Monday, May 01, 2006

Workers Earning $20,000–$40,000 Likely Don’t Have the Health Care They Need

Bush's Solution is for Workers to Pay More; Corporations to Pay Less
by Tula Connell

Yesterday, union members in Wisconsin succeeded in introducing commonsense legislation that would ensure all state residents have access to quality, affordable health care.

But the rest of the nation isn’t so lucky.

Not only are uninsured rates among U.S. adults rising, but there has been a marked jump among people with modest incomes, says a new study by The Commonwealth Fund.

According to Gaps in Health Insurance: An All-American Problem, prepared for the fund’s Commission on a High Performance Health System:

Two of five working-age Americans with incomes between $20,000 and $40,000 a year were uninsured for at least part of the past year—a dramatic and rapid increase from 2001 when just over one-quarter of those with moderate incomes were uninsured, according to the new report,

The survey finds that most of these individuals are part of working families: Of the estimated 48 million American adults who spent any time uninsured in the past year, 67 percent were in families where at least one person was working full-time.

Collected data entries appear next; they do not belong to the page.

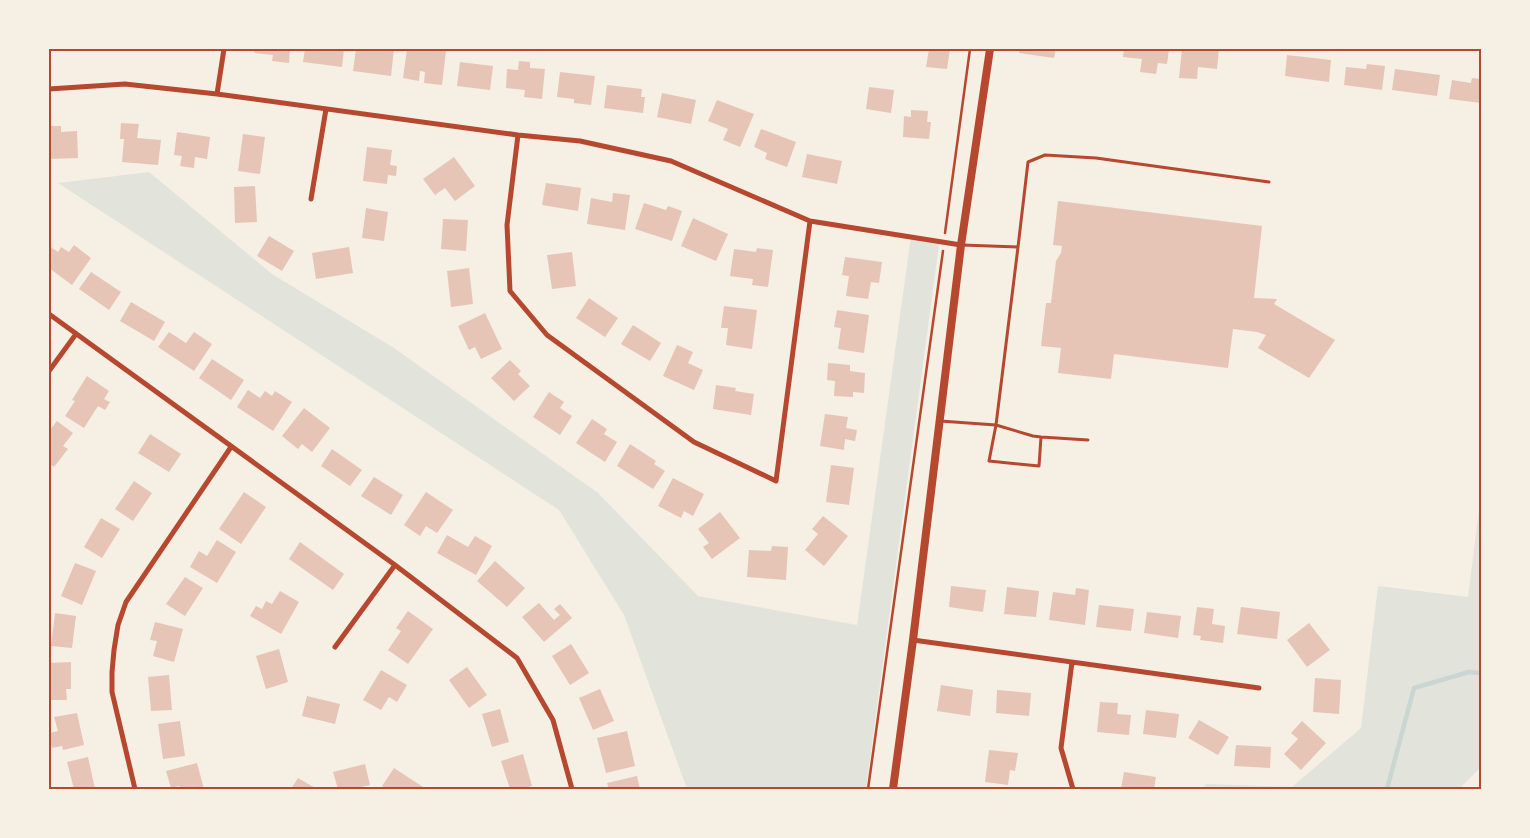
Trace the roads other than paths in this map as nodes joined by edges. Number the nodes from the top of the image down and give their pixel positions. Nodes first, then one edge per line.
1 (224, 49) edge
2 (990, 49) edge
3 (49, 88) edge
4 (218, 94) junction
5 (326, 109) junction
6 (518, 135) junction
7 (1269, 182) dead end
8 (311, 199) dead end
9 (810, 221) junction
10 (961, 245) junction
11 (1018, 247) junction
12 (49, 314) edge
13 (76, 334) junction
14 (49, 372) edge
15 (940, 421) junction
16 (996, 424) junction
17 (1040, 437) junction
18 (1088, 440) dead end
19 (231, 448) junction
20 (395, 565) junction
21 (914, 640) junction
22 (335, 646) dead end
23 (1072, 662) junction
24 (1259, 688) dead end
25 (135, 789) edge
26 (572, 789) edge
27 (892, 789) edge
28 (1073, 789) edge

1 - 4 street
2 - 10 street
3 - 4 street
4 - 5 street
5 - 6 street
5 - 8 street
6 - 9 street
6 - 9 street
7 - 11 lane
9 - 10 street
10 - 11 lane
10 - 15 street
11 - 16 lane
12 - 13 street
13 - 14 street
13 - 19 street
15 - 16 lane
15 - 21 street
16 - 17 lane
16 - 17 lane
17 - 18 lane
19 - 20 street
19 - 25 street
20 - 22 street
20 - 26 street
21 - 23 street
21 - 27 street
23 - 24 street
23 - 28 street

In his State of the Union address last January, President George W. Bush proposed so-called Health Savings Accounts—a program that would cost consumers more while offering less health care.

Making workers pay more and corporations pay less is Bush’s answer to the nation’s health care crisis—like his answer to so many of the other disasters piling up under his administration.

Of the nearly 46 million Americans without health insurance, nearly one-quarter—or more than 10 million—are children.

Something needs to be done. The AFL-CIO supports universal health care. But as AFL-CIO President John Sweeney says:

Until we have a new administration and a new Congress that give a damn about the people of this country, we’re taking the fight for affordable health care to the states.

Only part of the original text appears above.